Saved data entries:

※ ※ ※

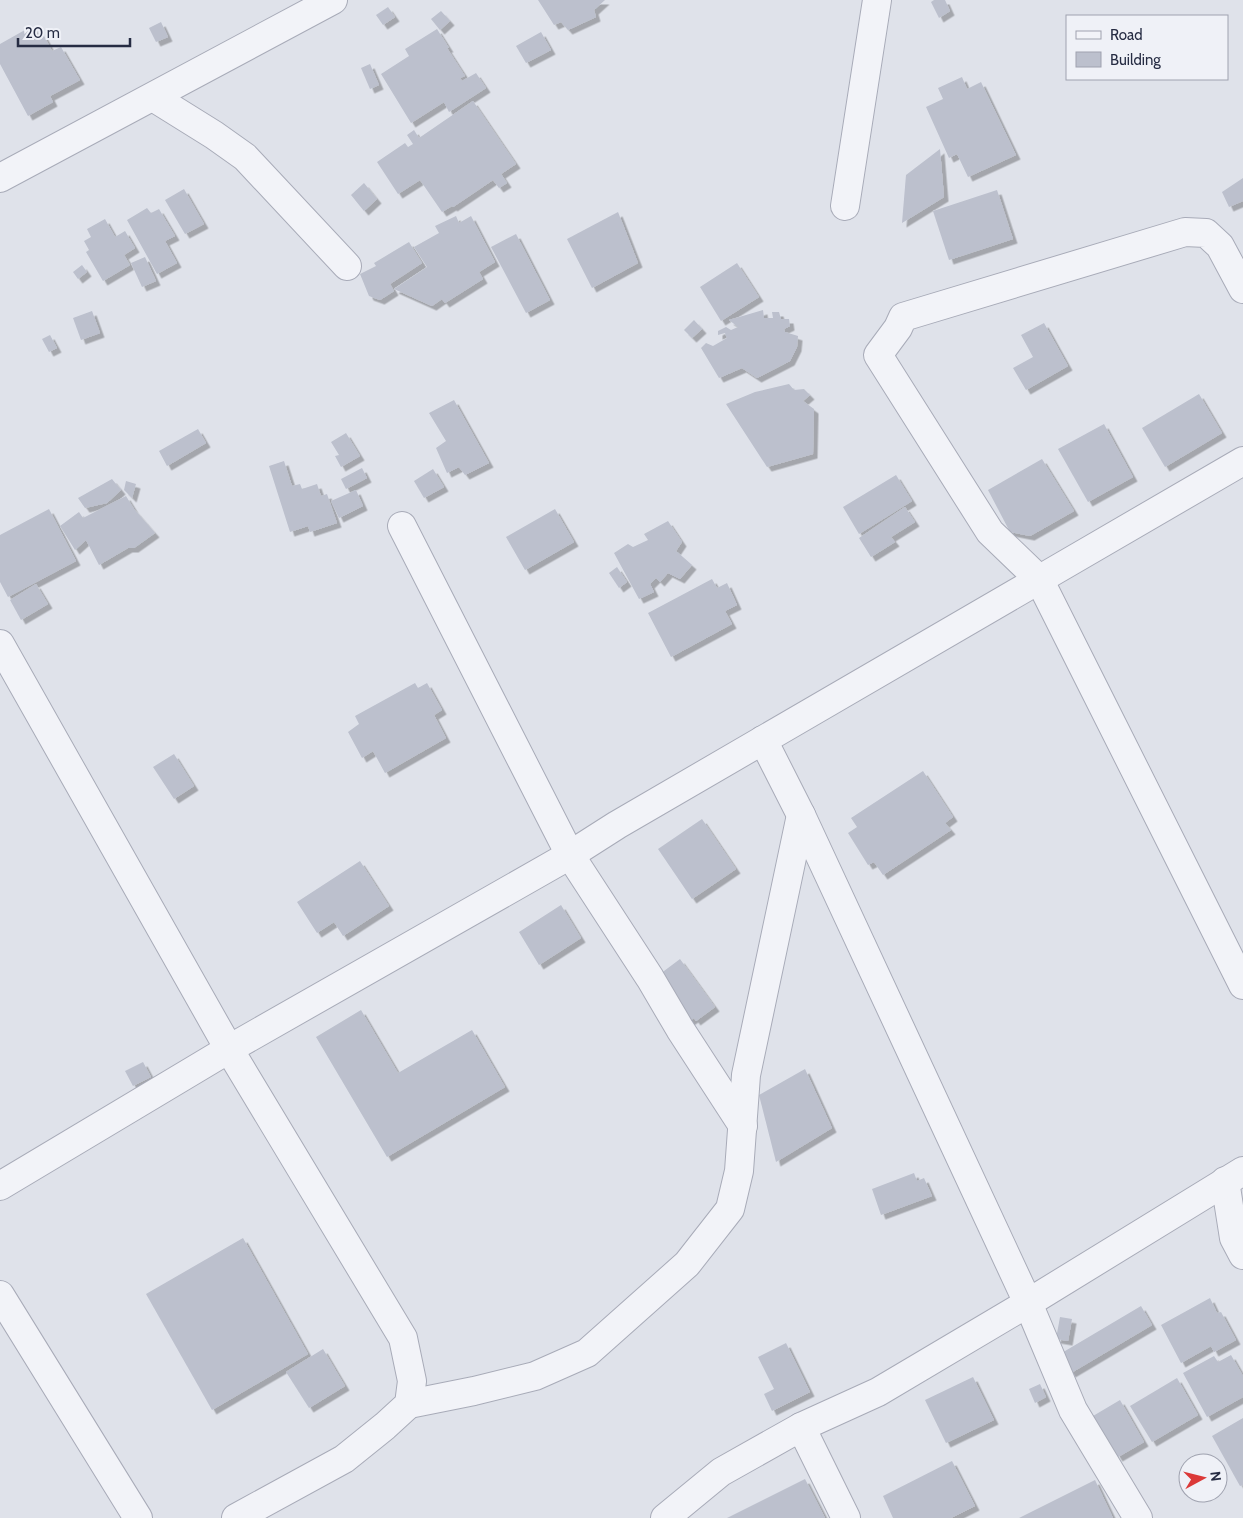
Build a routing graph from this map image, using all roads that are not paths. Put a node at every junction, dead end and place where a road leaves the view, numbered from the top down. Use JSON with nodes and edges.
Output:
{"nodes":[{"id":1,"x":333,"y":0,"type":"edge"},
{"id":2,"x":877,"y":0,"type":"edge"},
{"id":3,"x":152,"y":96,"type":"junction"},
{"id":4,"x":0,"y":178,"type":"edge"},
{"id":5,"x":844,"y":206,"type":"dead end"},
{"id":6,"x":347,"y":266,"type":"dead end"},
{"id":7,"x":1243,"y":289,"type":"edge"},
{"id":8,"x":1243,"y":461,"type":"edge"},
{"id":9,"x":402,"y":526,"type":"dead end"},
{"id":10,"x":1039,"y":579,"type":"junction"},
{"id":11,"x":0,"y":644,"type":"edge"},
{"id":12,"x":763,"y":740,"type":"junction"},
{"id":13,"x":802,"y":815,"type":"junction"},
{"id":14,"x":570,"y":855,"type":"junction"},
{"id":15,"x":1243,"y":985,"type":"edge"},
{"id":16,"x":229,"y":1049,"type":"junction"},
{"id":17,"x":743,"y":1126,"type":"junction"},
{"id":18,"x":1234,"y":1176,"type":"edge"},
{"id":19,"x":0,"y":1186,"type":"edge"},
{"id":20,"x":1243,"y":1255,"type":"edge"},
{"id":21,"x":0,"y":1295,"type":"edge"},
{"id":22,"x":1028,"y":1302,"type":"junction"},
{"id":23,"x":409,"y":1404,"type":"junction"},
{"id":24,"x":802,"y":1427,"type":"junction"},
{"id":25,"x":138,"y":1518,"type":"edge"},
{"id":26,"x":236,"y":1518,"type":"edge"},
{"id":27,"x":665,"y":1518,"type":"edge"},
{"id":28,"x":846,"y":1518,"type":"edge"},
{"id":29,"x":1138,"y":1518,"type":"edge"}],
"edges":[{"from":1,"to":3,"type":"street"},
{"from":2,"to":5,"type":"street"},
{"from":3,"to":4,"type":"street"},
{"from":3,"to":6,"type":"street"},
{"from":7,"to":10,"type":"street"},
{"from":8,"to":10,"type":"street"},
{"from":9,"to":14,"type":"street"},
{"from":10,"to":12,"type":"street"},
{"from":10,"to":15,"type":"street"},
{"from":11,"to":16,"type":"street"},
{"from":12,"to":13,"type":"street"},
{"from":12,"to":14,"type":"street"},
{"from":13,"to":17,"type":"street"},
{"from":13,"to":22,"type":"street"},
{"from":14,"to":16,"type":"street"},
{"from":14,"to":17,"type":"street"},
{"from":16,"to":19,"type":"street"},
{"from":16,"to":23,"type":"street"},
{"from":17,"to":23,"type":"street"},
{"from":18,"to":20,"type":"street"},
{"from":18,"to":22,"type":"street"},
{"from":21,"to":25,"type":"street"},
{"from":22,"to":24,"type":"street"},
{"from":22,"to":29,"type":"street"},
{"from":23,"to":26,"type":"street"},
{"from":24,"to":27,"type":"street"},
{"from":24,"to":28,"type":"street"}]}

※ ※ ※

Search the records for the word "junction" and copy every line where it occurs.

Build a routing graph from this map image, using all roads that are not paths. Put a node at every junction, dead end and place where a road leaves the view, numbered from the top down. Use JSON with nodes and edges.
{"id":3,"x":152,"y":96,"type":"junction"},
{"id":10,"x":1039,"y":579,"type":"junction"},
{"id":12,"x":763,"y":740,"type":"junction"},
{"id":13,"x":802,"y":815,"type":"junction"},
{"id":14,"x":570,"y":855,"type":"junction"},
{"id":16,"x":229,"y":1049,"type":"junction"},
{"id":17,"x":743,"y":1126,"type":"junction"},
{"id":22,"x":1028,"y":1302,"type":"junction"},
{"id":23,"x":409,"y":1404,"type":"junction"},
{"id":24,"x":802,"y":1427,"type":"junction"},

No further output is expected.